Data shown
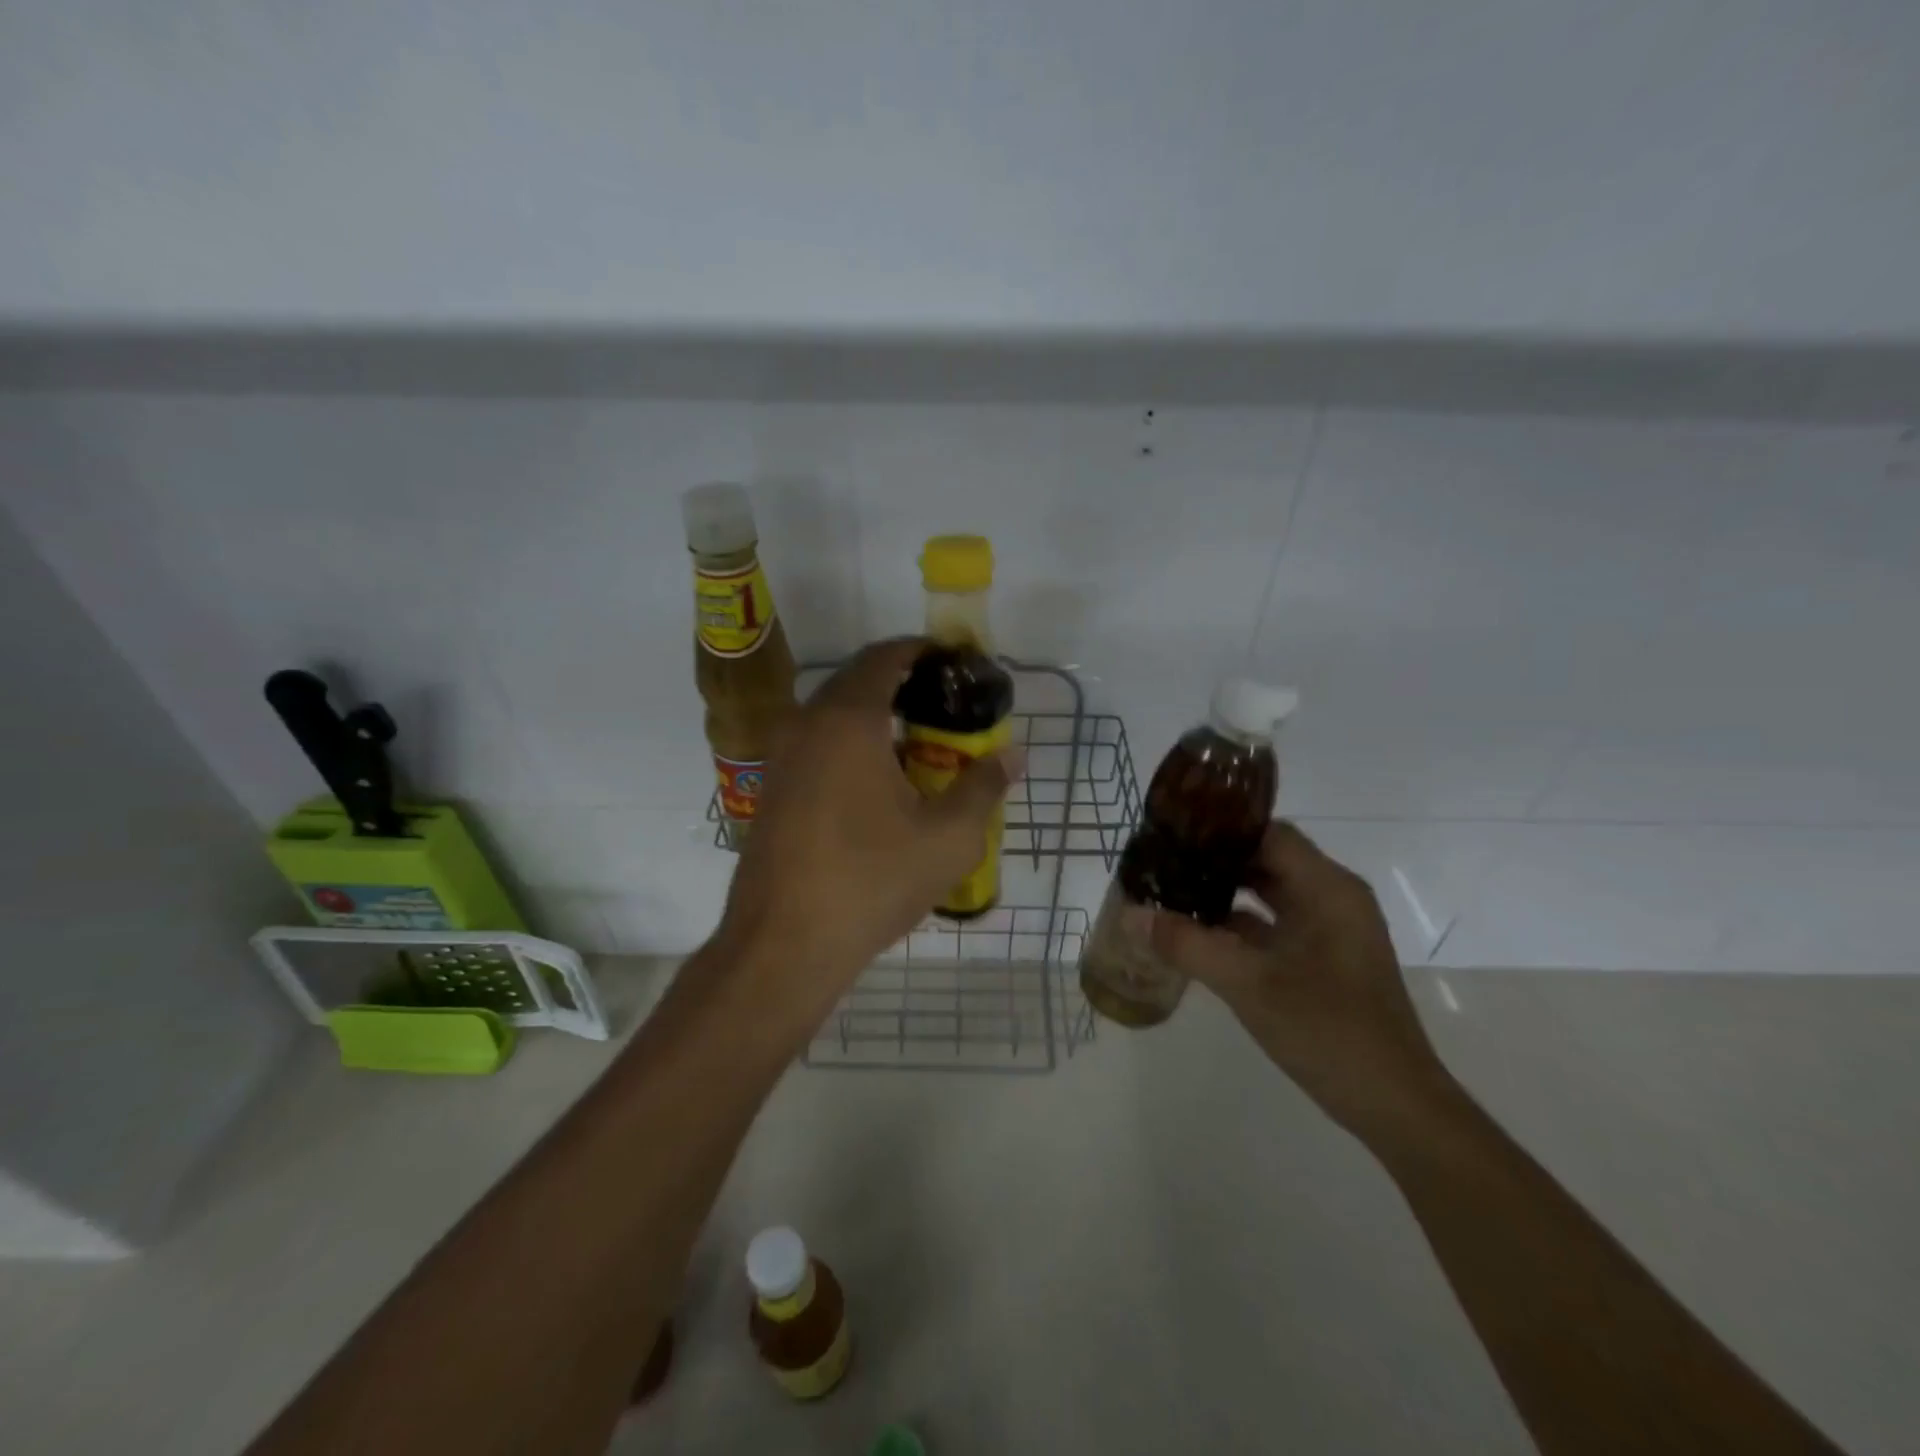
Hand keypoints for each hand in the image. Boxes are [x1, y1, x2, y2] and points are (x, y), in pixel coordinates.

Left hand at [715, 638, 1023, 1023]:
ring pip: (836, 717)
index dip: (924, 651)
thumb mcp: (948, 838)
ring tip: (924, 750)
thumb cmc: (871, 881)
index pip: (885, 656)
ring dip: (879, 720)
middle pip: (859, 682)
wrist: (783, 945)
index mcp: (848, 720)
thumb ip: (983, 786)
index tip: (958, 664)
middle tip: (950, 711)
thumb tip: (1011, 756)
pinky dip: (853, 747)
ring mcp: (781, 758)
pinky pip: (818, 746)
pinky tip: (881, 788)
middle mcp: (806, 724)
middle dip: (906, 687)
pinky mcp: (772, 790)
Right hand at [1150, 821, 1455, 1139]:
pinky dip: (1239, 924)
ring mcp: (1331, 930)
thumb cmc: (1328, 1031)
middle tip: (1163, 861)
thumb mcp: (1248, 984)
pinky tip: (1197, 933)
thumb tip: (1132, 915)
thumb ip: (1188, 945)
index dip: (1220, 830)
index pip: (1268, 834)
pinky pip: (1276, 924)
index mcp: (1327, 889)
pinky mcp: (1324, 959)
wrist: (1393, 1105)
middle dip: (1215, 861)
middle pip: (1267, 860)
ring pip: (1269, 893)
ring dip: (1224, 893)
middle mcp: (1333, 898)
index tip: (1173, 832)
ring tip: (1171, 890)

---

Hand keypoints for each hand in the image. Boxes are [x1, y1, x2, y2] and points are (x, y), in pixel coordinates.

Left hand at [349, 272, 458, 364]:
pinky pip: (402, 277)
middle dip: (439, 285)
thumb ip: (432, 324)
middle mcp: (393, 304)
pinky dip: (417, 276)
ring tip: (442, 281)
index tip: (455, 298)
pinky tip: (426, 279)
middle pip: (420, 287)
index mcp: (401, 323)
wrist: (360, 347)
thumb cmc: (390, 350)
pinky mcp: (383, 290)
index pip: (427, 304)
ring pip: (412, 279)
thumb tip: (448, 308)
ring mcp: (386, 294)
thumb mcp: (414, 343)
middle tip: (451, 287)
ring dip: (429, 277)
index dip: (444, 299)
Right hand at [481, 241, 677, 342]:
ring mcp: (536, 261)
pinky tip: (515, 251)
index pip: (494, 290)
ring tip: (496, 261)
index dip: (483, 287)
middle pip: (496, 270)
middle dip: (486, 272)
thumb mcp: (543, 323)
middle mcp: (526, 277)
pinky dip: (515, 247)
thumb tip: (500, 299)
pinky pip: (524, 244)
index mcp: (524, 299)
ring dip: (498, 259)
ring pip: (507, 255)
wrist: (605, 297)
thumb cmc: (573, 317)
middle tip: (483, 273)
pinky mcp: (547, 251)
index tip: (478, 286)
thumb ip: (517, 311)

The problem
Look above for the line with "thumb tip: (1011, 756)"; retype exactly that line, every line after it up to the line with "wrist: (1393, 1105)", and that line too, nothing else.

Answer box
thumb tip: (1011, 756)
pinky dip: (853, 747)
ring mcp: (781, 758)
pinky pip: (818, 746)
pinky tip: (881, 788)
middle mcp: (806, 724)
middle dip: (906, 687)
pinky mcp: (772, 790)
Right hand at [1150, 821, 1455, 1139]:
pinky dip: (1239, 924)
ring mcp: (1331, 930)
thumb cmc: (1328, 1031)
middle tip: (1163, 861)
thumb mcp: (1248, 984)
pinky tip: (1197, 933)
thumb tip: (1132, 915)
thumb ip: (1188, 945)
index dip: (1220, 830)
index pip: (1268, 834)
pinky pip: (1276, 924)
index mcp: (1327, 889)
pinky mcp: (1324, 959)
wrist: (1393, 1105)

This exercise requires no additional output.